* TASK *
Keep every word of the entries and print them exactly; the pictures stay out.

- - - - -

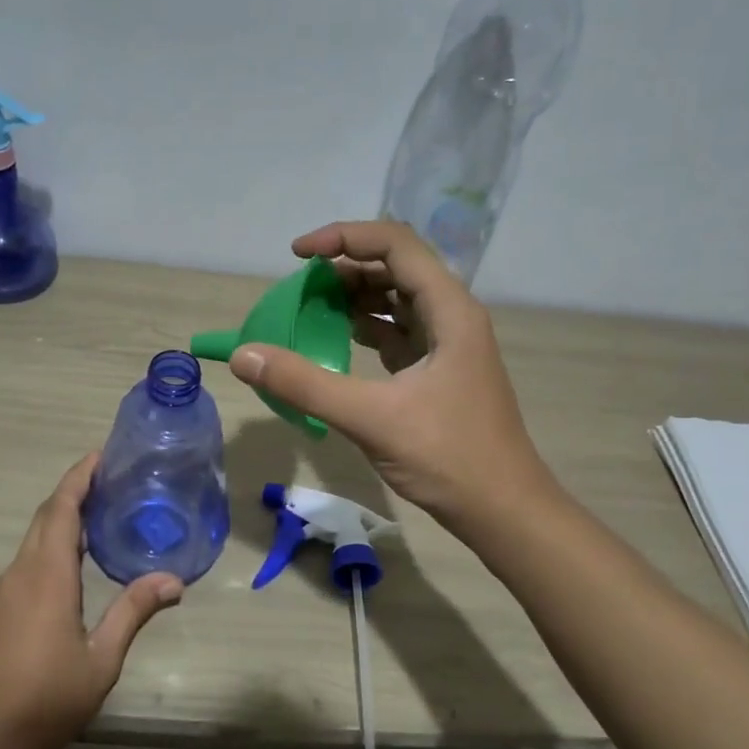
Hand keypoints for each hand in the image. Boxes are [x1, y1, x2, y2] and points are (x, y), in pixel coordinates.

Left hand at [0, 454, 181, 748]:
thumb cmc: (50, 697)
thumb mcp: (102, 657)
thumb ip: (134, 611)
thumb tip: (174, 580)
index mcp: (47, 575)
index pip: (61, 509)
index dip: (78, 478)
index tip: (98, 457)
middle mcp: (17, 574)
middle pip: (43, 519)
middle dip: (70, 495)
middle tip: (102, 485)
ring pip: (29, 546)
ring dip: (57, 527)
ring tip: (90, 529)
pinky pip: (19, 571)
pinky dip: (43, 556)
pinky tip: (61, 580)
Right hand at [230, 220, 553, 536]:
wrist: (503, 510)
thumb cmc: (448, 457)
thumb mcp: (371, 417)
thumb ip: (304, 384)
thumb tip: (244, 356)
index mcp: (449, 309)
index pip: (395, 244)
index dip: (343, 237)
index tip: (297, 255)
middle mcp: (452, 315)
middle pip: (395, 266)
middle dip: (344, 267)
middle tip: (299, 288)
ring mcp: (448, 344)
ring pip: (397, 299)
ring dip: (354, 297)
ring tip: (310, 309)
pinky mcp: (439, 370)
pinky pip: (398, 331)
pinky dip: (366, 328)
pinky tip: (337, 340)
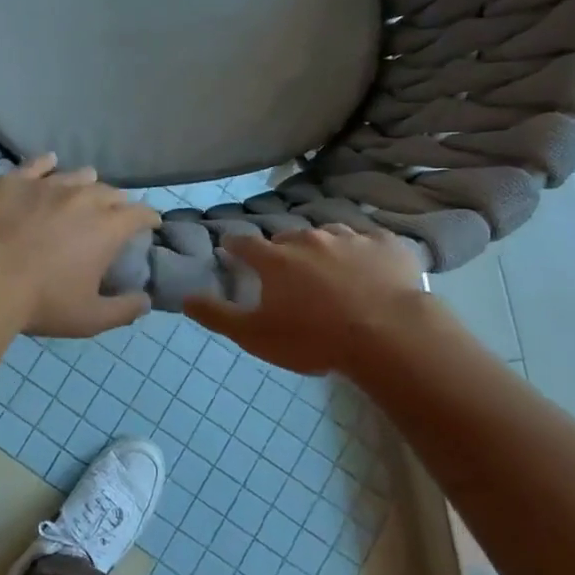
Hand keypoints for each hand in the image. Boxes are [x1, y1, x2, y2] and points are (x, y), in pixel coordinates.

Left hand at [0, 156, 161, 337]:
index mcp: (108, 228)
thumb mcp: (90, 318)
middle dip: (117, 202)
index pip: (141, 213)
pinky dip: (47, 164)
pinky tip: (49, 163)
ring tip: (83, 190)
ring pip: (78, 175)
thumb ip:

- - - - -

* RESPONSE TO THIS EXERCISE *
Hand keypoints for each hand in the image. Boxes are [x1, y1, x2, y2] and points are (x, y), in pixel coordinates.

Left hand at [0, 454, 181, 748]:
thumb cmc: (50, 697)
thumb mcp: (102, 657)
thumb ip: (134, 611)
thumb tip: (174, 580)
index mcp: (47, 575)
index pip: (61, 509)
index dip: (78, 478)
index tip: (98, 457)
middle mcp: (17, 574)
middle pip: (43, 519)
middle dip: (70, 495)
middle tip: (102, 485)
ring pip: (29, 546)
ring dip: (57, 527)
ring tip: (90, 529)
pinky pip: (19, 571)
pinky dip: (43, 556)
pinky tip: (61, 580)
Right hand at [230, 220, 553, 536]:
wrist: (503, 510)
thumb cmc: (448, 457)
thumb mcp: (371, 417)
thumb ip: (304, 384)
thumb tip: (244, 356)
index mcp: (449, 309)
index pip: (395, 244)
index dip: (343, 237)
index tip: (297, 255)
middle mcp: (452, 315)
middle pip: (395, 266)
middle dip: (344, 267)
middle tip: (299, 288)
ring mcp: (448, 344)
ring pip: (397, 299)
ring dip: (354, 297)
ring tip: (310, 309)
pinky mcp: (439, 370)
pinky pip: (398, 331)
pinky dip: (366, 328)
pinky tip: (337, 340)
Hand keypoints for each hand in the image. Boxes are [x1, y1, x2, y2] and points are (x, y), in pixel coordinates.

Left hand at [0, 156, 161, 337]:
index mcp: (108, 228)
thumb mcp: (90, 318)
middle dip: (117, 202)
index pip: (141, 213)
pinky dip: (47, 164)
pinky tip: (49, 163)
ring tip: (83, 190)
ring pip: (78, 175)
thumb ip:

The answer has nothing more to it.